§ **Task statement**:
Line by line, repeat the material below exactly and leave the images out.

§ **Input for this task**:
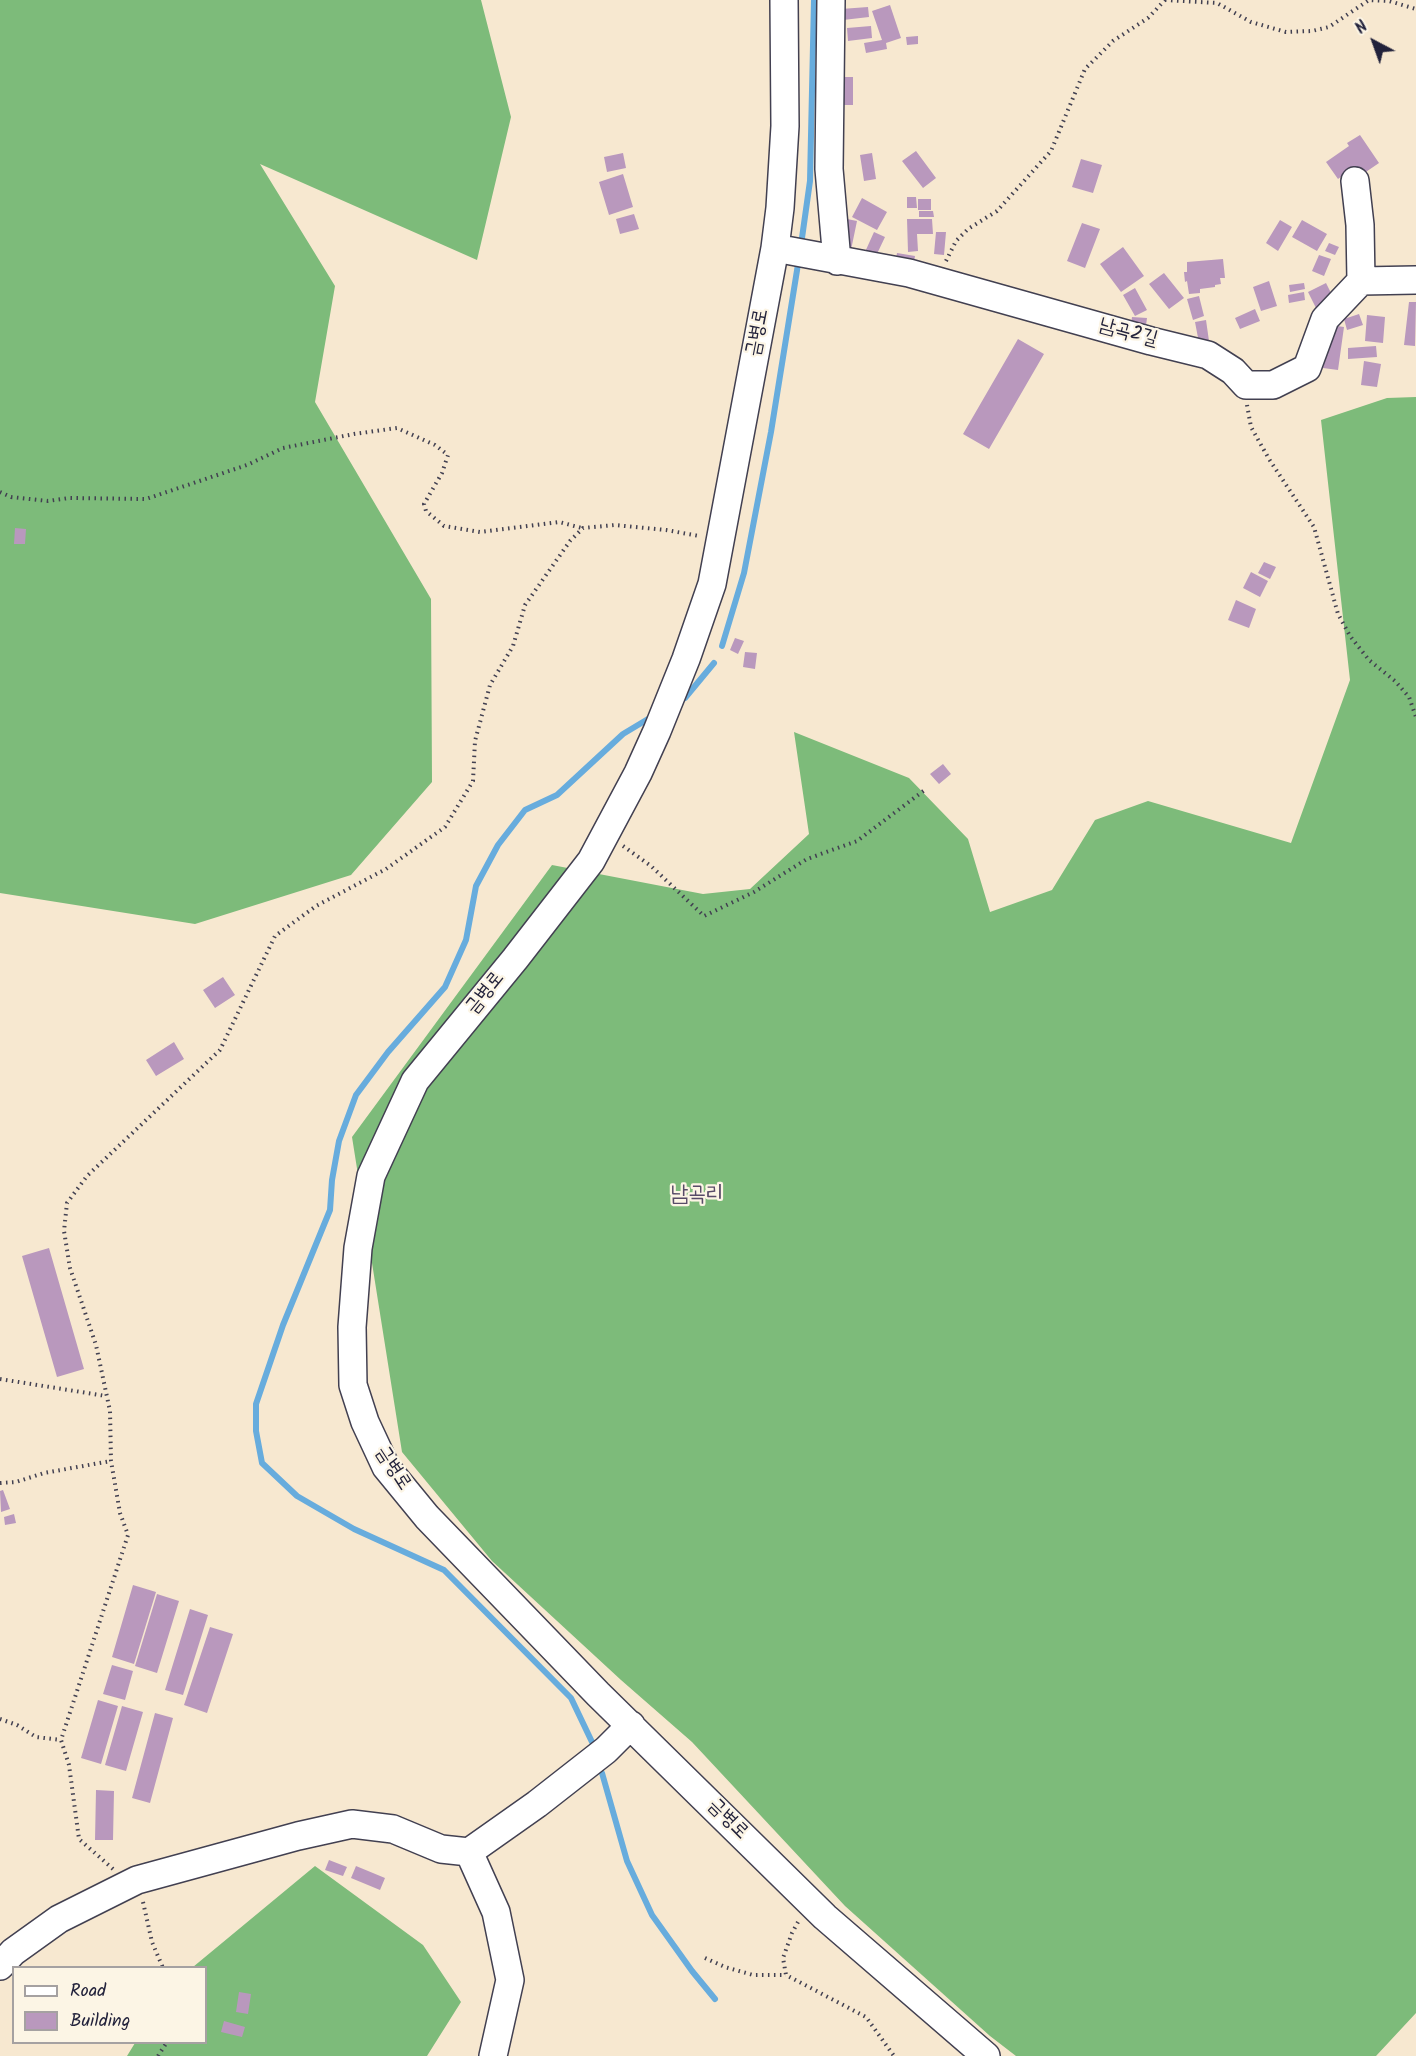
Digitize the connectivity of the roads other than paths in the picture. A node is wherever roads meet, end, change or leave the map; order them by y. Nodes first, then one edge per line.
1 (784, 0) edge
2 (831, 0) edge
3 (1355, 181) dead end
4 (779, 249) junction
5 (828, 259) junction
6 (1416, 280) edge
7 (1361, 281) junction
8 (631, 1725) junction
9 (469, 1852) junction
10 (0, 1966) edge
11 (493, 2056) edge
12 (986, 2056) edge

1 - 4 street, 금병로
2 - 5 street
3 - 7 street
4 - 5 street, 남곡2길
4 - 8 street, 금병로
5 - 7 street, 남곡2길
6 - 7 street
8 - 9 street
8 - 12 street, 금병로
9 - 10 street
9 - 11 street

§ **Exercise solution**:
Digitize the connectivity of the roads other than paths in the picture. A node is wherever roads meet, end, change or leave the map; order them by y. Nodes first, then one edge per line.
1 (784, 0) edge
2 (831, 0) edge
3 (1355, 181) dead end
4 (779, 249) junction
5 (828, 259) junction
6 (1416, 280) edge
7 (1361, 281) junction
8 (631, 1725) junction
9 (469, 1852) junction
10 (0, 1966) edge
11 (493, 2056) edge
12 (986, 2056) edge

1 - 4 street, 금병로
2 - 5 street
3 - 7 street
4 - 5 street, 남곡2길
4 - 8 street, 금병로
5 - 7 street, 남곡2길
6 - 7 street
8 - 9 street
8 - 12 street, 금병로
9 - 10 street
9 - 11 street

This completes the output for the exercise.